Problem -> Show each line of the listing in which the word "Emingaheerd" occurs.

Given records ->

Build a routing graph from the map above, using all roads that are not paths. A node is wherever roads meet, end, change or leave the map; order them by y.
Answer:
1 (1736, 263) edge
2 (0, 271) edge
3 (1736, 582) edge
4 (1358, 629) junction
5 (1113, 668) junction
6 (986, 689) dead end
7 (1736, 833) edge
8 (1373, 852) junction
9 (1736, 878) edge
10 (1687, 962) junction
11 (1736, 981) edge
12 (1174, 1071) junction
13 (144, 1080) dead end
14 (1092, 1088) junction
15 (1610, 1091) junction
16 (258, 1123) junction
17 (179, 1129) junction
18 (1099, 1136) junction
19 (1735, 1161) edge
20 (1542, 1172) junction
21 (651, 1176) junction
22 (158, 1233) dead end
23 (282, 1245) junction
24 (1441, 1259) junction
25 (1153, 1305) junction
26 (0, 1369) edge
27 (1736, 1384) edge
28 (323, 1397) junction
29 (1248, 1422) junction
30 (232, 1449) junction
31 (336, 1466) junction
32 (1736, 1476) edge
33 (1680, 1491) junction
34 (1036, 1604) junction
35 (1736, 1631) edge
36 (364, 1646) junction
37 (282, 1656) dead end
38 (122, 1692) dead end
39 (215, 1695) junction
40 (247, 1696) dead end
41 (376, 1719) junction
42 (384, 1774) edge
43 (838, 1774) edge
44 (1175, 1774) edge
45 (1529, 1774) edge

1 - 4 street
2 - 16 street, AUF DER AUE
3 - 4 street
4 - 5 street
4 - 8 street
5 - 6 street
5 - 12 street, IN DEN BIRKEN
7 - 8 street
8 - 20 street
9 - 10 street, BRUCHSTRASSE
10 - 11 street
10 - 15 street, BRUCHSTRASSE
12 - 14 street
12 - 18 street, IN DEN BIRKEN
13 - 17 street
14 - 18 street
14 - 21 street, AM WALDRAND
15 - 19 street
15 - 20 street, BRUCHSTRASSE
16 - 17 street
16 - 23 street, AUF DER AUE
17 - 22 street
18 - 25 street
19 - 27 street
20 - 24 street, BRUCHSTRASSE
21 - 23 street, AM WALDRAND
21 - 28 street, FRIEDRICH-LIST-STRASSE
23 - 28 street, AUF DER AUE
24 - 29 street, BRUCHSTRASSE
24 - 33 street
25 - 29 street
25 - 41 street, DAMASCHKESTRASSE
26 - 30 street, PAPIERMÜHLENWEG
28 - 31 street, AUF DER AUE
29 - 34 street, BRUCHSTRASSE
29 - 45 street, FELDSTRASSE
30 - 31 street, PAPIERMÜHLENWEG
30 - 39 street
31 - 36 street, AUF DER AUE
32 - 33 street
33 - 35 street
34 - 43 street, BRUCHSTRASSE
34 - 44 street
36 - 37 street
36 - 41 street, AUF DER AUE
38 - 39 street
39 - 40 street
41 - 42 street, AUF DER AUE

--

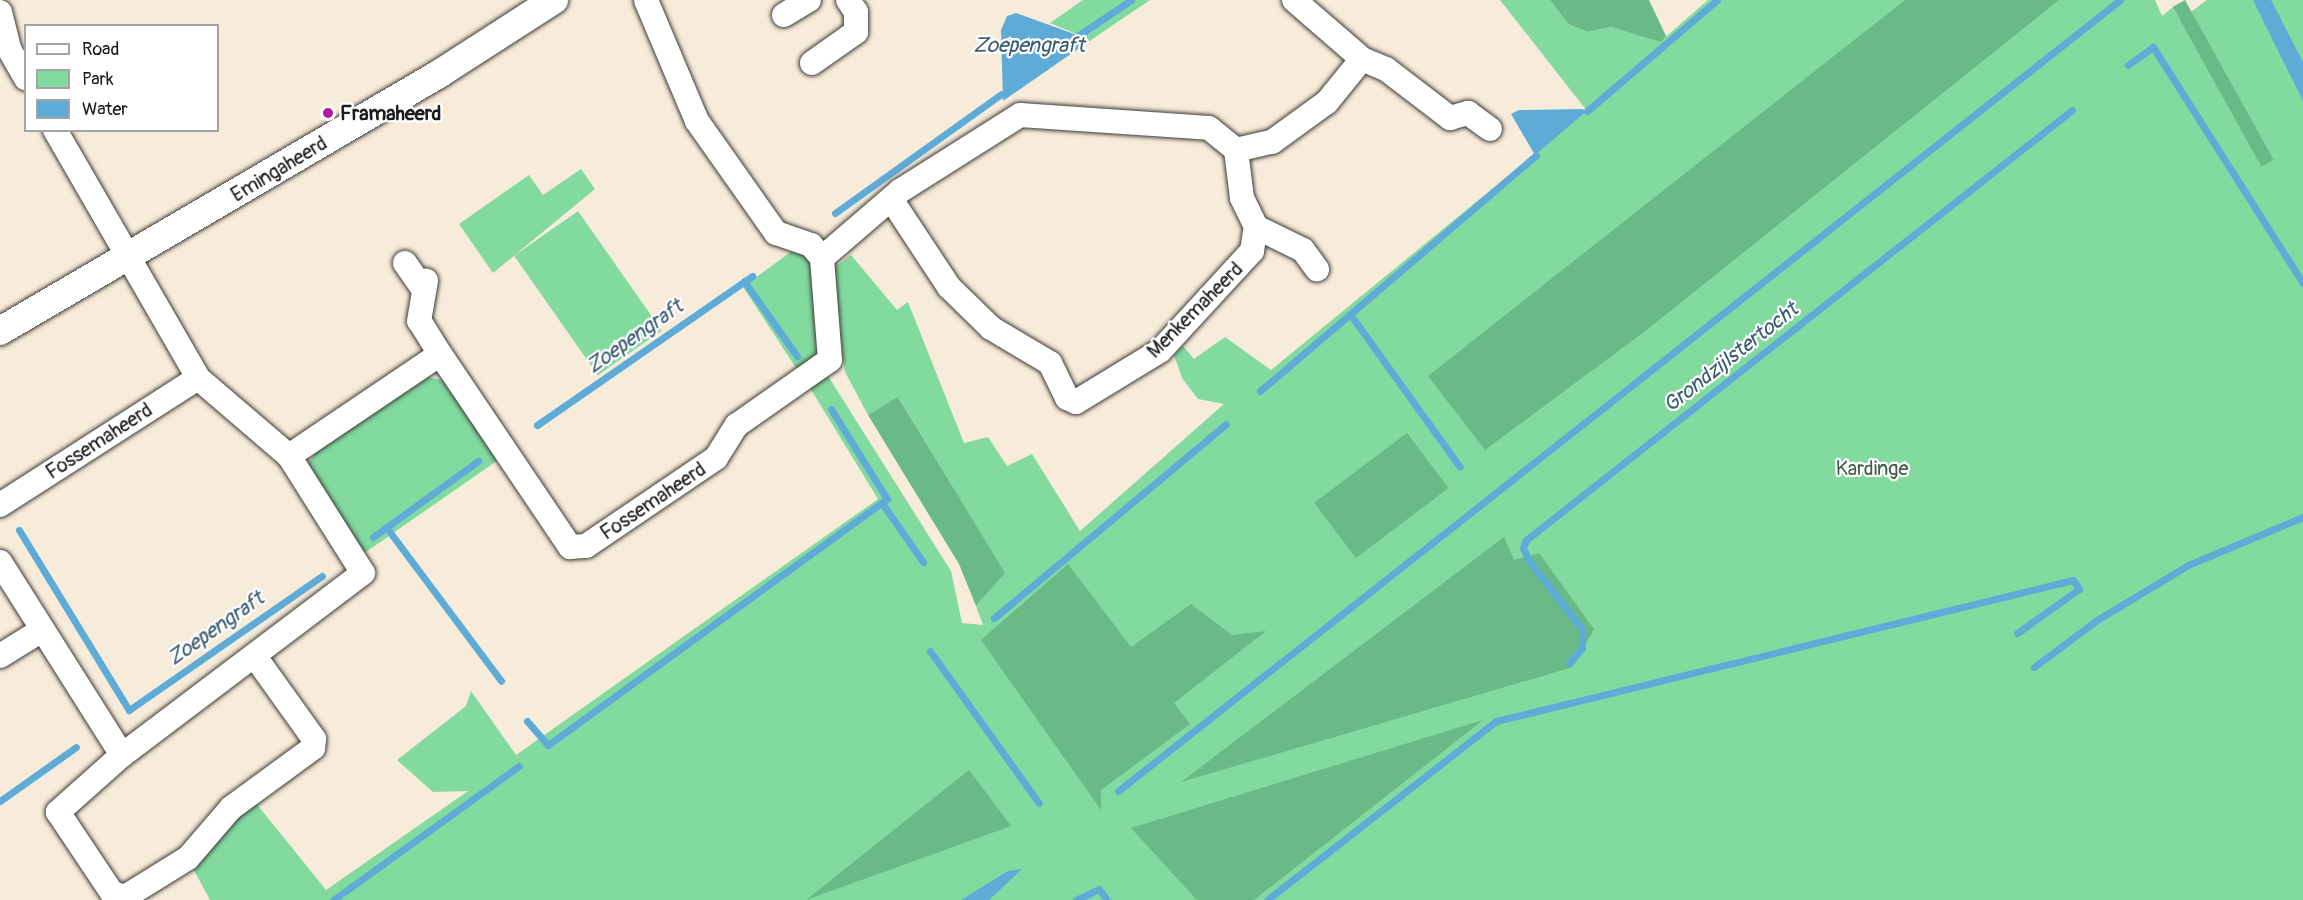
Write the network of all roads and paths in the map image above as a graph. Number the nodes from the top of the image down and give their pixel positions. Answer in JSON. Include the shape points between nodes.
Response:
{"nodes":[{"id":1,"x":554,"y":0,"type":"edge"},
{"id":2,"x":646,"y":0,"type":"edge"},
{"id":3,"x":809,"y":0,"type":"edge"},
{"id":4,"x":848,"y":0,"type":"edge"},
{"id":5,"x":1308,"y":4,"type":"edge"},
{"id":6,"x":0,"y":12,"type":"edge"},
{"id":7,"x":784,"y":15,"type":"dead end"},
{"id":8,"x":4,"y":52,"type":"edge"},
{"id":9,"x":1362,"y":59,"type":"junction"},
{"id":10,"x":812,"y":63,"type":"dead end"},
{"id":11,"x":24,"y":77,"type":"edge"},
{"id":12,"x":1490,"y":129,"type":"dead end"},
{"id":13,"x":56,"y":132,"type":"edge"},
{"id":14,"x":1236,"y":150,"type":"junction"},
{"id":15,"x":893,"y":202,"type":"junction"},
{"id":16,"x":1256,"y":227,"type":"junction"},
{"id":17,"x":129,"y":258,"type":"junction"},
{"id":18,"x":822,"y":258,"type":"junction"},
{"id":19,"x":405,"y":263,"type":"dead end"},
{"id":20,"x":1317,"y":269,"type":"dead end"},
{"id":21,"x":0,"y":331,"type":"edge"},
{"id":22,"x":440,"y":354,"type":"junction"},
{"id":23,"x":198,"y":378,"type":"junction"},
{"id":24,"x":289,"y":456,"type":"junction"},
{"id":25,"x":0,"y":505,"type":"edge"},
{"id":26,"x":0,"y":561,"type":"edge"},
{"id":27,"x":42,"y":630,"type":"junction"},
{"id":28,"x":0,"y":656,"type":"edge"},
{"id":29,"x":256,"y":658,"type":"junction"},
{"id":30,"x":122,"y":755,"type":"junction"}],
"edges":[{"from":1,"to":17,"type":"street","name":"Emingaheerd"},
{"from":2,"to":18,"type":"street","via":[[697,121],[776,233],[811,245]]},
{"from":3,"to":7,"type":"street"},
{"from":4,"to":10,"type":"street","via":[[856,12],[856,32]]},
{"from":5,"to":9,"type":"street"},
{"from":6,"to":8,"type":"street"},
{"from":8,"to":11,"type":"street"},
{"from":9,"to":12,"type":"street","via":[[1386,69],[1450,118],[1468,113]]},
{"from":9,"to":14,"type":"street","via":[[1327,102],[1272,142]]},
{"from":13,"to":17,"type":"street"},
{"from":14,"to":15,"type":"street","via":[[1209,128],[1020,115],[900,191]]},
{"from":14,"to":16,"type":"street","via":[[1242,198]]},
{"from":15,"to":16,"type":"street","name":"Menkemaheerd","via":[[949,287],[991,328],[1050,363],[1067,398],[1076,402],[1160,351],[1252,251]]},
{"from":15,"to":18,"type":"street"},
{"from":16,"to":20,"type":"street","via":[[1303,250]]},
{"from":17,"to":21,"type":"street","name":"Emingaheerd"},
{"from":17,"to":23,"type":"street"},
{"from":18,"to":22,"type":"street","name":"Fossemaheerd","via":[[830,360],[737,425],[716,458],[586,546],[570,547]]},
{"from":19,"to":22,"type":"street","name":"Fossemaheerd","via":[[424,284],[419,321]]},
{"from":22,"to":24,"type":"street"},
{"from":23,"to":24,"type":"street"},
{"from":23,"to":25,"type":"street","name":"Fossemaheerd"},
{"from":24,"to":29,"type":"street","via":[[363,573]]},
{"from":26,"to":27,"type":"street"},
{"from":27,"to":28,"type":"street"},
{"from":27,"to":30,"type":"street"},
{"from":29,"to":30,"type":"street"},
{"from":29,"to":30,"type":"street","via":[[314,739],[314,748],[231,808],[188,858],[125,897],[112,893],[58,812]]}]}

Exercise answer ->
"edges":[{"from":1,"to":17,"type":"street","name":"Emingaheerd"},
{"from":17,"to":21,"type":"street","name":"Emingaheerd"},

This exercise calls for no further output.